# SE Ohio lake conditions??



## dre (Aug 14, 2009)

Since the tournament I was going to be in this weekend is postponed and my buddy already took the weekend off work to fish, we really want to go. Question is, which lakes are fishable? We don't need a boat launch because we will be getting on the lake with a Bass Hound so we can just carry it to the water. So boat lauches being closed is not and issue. Which lake would be best to try out this Saturday despite the flooded conditions? Salt Fork, Piedmont, Clendening, Tappan?? I appreciate any advice. Thanks!

Matt


----------



## Rodent thrower (Apr 21, 2011)

I fished an open tournament on tappan Saturday it was only about 2' high and the water had decent color I'd say it would be a good choice


----------



## Rodent thrower (Apr 21, 2011)

I fished an open tournament there Saturday the lake was only about 2' high and the water color was good


----------



## dre (Aug 14, 2009)

How is Piedmont looking?


----------



## sauguy (Apr 8, 2004)

as of last friday, the marina ramp was totally under water.


----------



## dre (Aug 14, 2009)

We will just be dropping a Bass Hound in, don't need a ramp if it is closed, we can launch anywhere. Just trying to find the clearest least flooded lake of them all over that way.


----------



## dre (Aug 14, 2009)

I'm looking at either going to Salt Fork for some crappie or going to Piedmont and fishing the road bed by the dam Saturday. Anyone know if there has been much caught at either place with the high water? Any advice is much appreciated!


----------



## I_WALL_I (Apr 27, 2006)

Dre, the area I PM ed ya about was chocolate milk in early Mar and is where i got that 15 1/4" er.... should be real good now!! (picture at SF Outdoors!) Good Luck!!


----------



## dre (Aug 14, 2009)

I really want to hit up that spot but my buddy really wants to go to Piedmont and he has the boat. I am going to try to talk him into it, do you have a picture you could email me, that might persuade him!


----------



## I_WALL_I (Apr 27, 2006)

Finally got a digital, still haven't been able to load any pictures on here..( I is 'puter dum....) we'll probably be over there sunday..


----------



## dre (Aug 14, 2009)

I will check it out if we go there, got to check out there Vib"E" display too. I am really curious about the Piedmont road bed. Had good luck there ice fishing it winter time.


----------



## tnant1 (Nov 21, 2006)

Anyone know if Lake Logan boat ramps are open?


----------



## madeuce (Mar 30, 2008)

Lauched at Morning Glory ramp on Friday with no trouble
Caught and released 35 inch Muskey
Water was a least 2 feet high


----------



## JignPig Guide (Aug 3, 2007)

tnant1 said:


> Anyone know if Lake Logan boat ramps are open?

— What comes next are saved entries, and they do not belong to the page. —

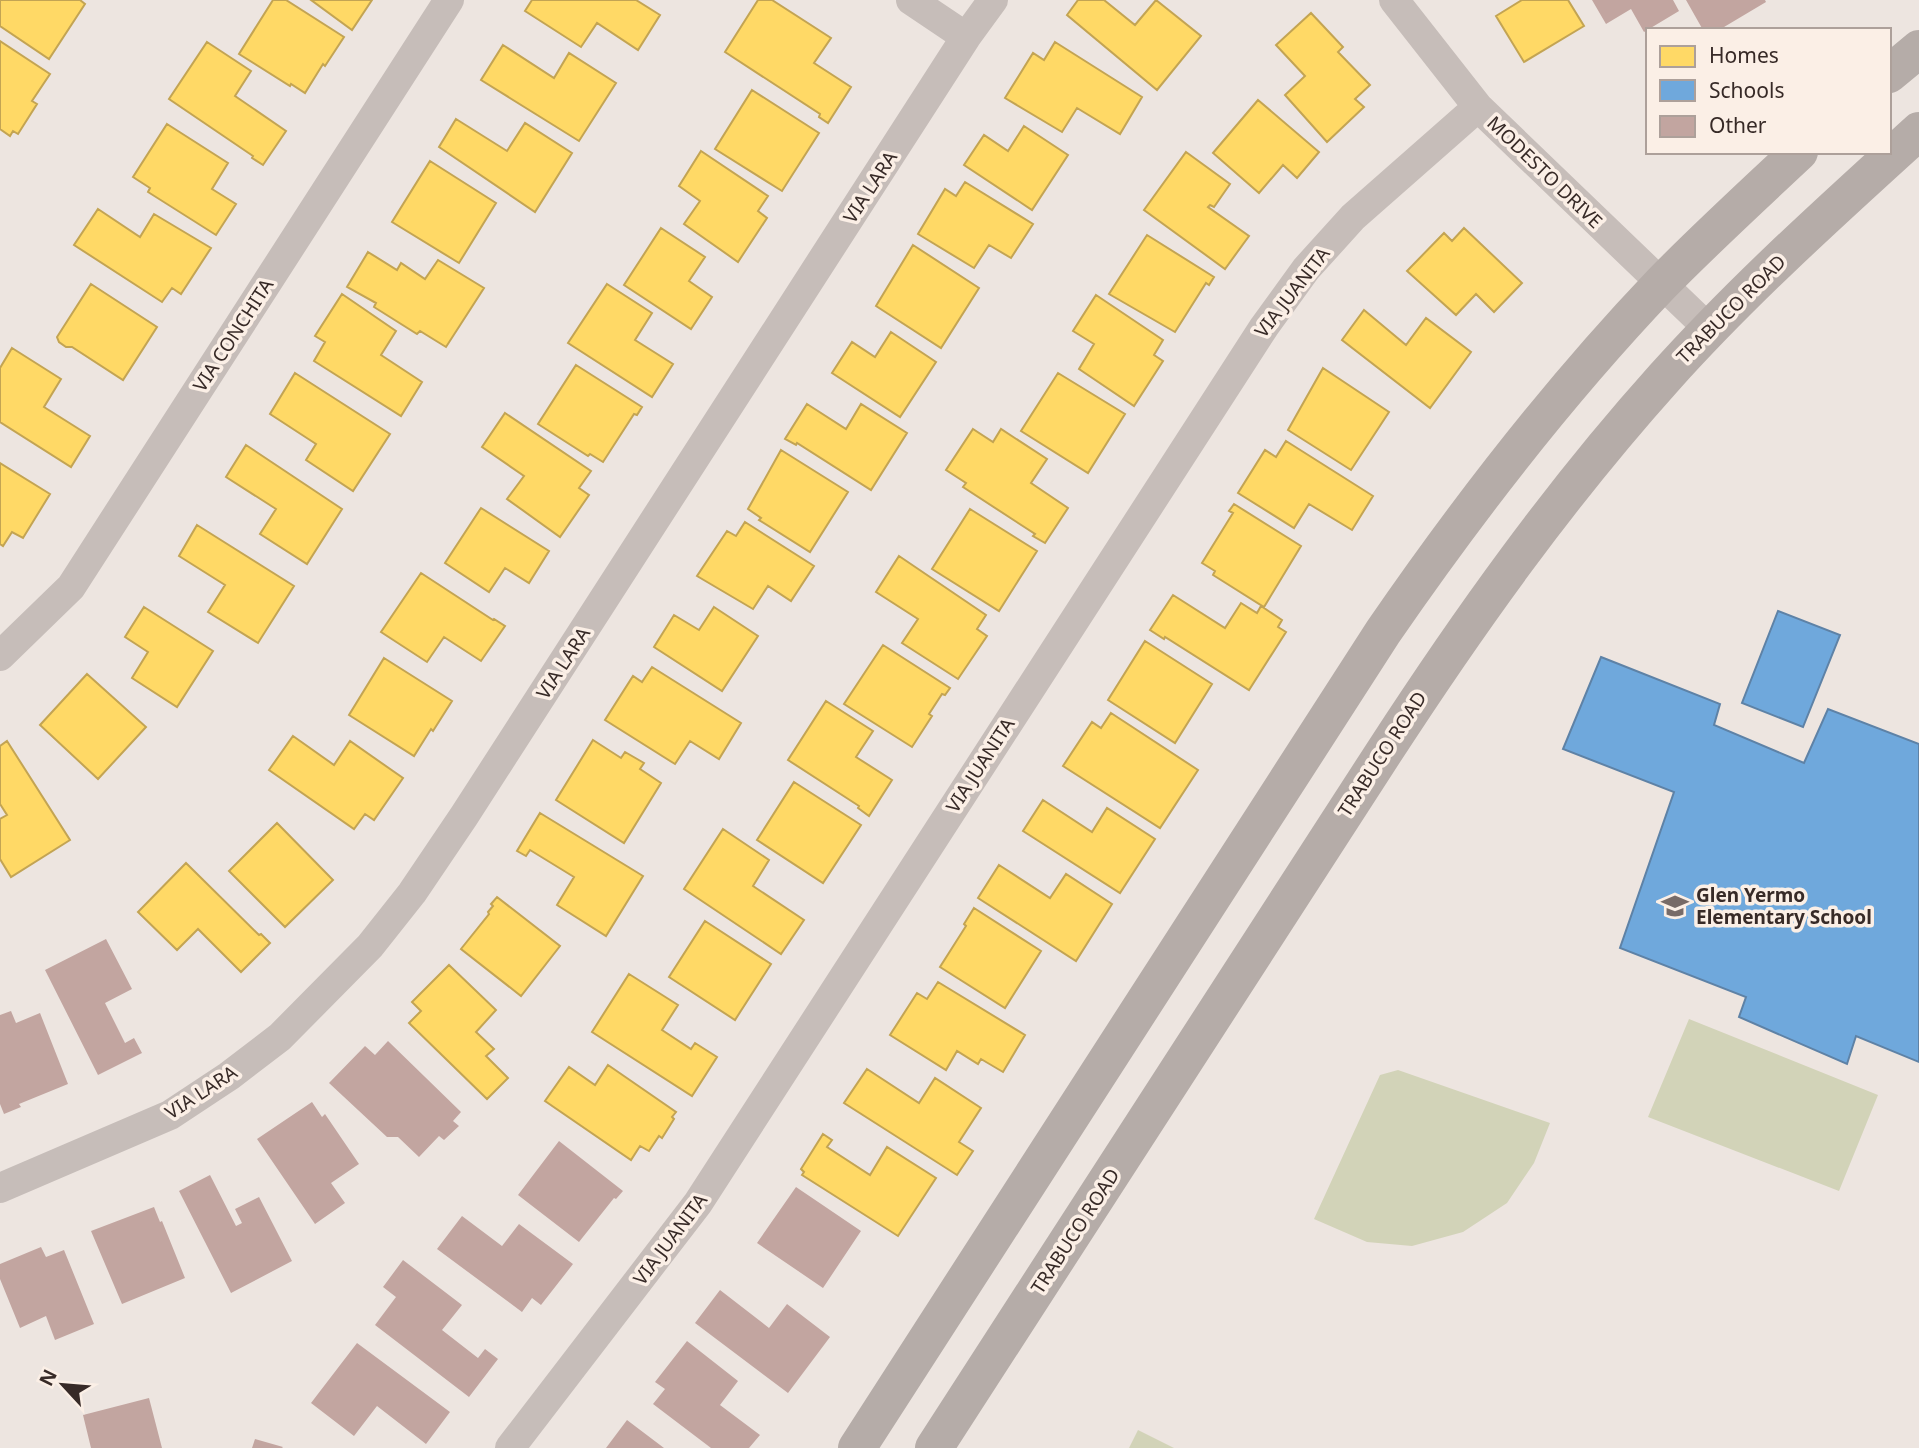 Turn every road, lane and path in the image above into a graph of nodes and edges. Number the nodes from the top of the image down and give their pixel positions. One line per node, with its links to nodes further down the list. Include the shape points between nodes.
1 (449, 0): 13 (street, VIA CONCHITA, via 71,587)
2 (911, 0): 5 (street)
3 (993, 0): 5 (street, VIA LARA)
4 (1394, 0): 8 (street, MODESTO DRIVE)
5 (966, 37): 14 (street, VIA LARA, via 464,816 370,946 280,1037 170,1115)
6 (1919, 50): 7 (main road)
7 (1891, 72)
8 (1478, 107): 11 (street, MODESTO DRIVE); 15 (street, VIA JUANITA, via 1353,217 1264,327 698,1203)
9 (1919, 131): 12 (main road, TRABUCO ROAD)
10 (1797, 154): 11 (main road)
11 (1661, 285): 12 (street, MODESTO DRIVE); 16 (main road, via 1544,416 1383,632)
12 (1710, 330): 17 (main road, TRABUCO ROAD, via 1593,460 1450,650)
13 (0, 656)
14 (0, 1188)
15 (510, 1448)
16 (857, 1448)
17 (934, 1448)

Sorry I'm late to respond... Yea you can get in. The locals have been holding tournaments every Saturday. And they were all there yesterday/Saturday.


----------



## Tiny Tim (Sep 19, 2006)

Was fishing off the dam at Seneca yesterday afternoon. The lake is still really high but at 3pm the dam keeper came and shut the spillway off. Dont know why tho. You can barely see the small island and the ramps and the roads are still closed.


----------



## dre (Aug 14, 2009)

Hit up Salt Fork 3:30-7:30 Saturday. Had an alright day. 2 LM, biggest was 16 inches, 4 crappie, two of them a little over 10 inches, and 3 decent sized cats. Had hoped for more crappie though!


----------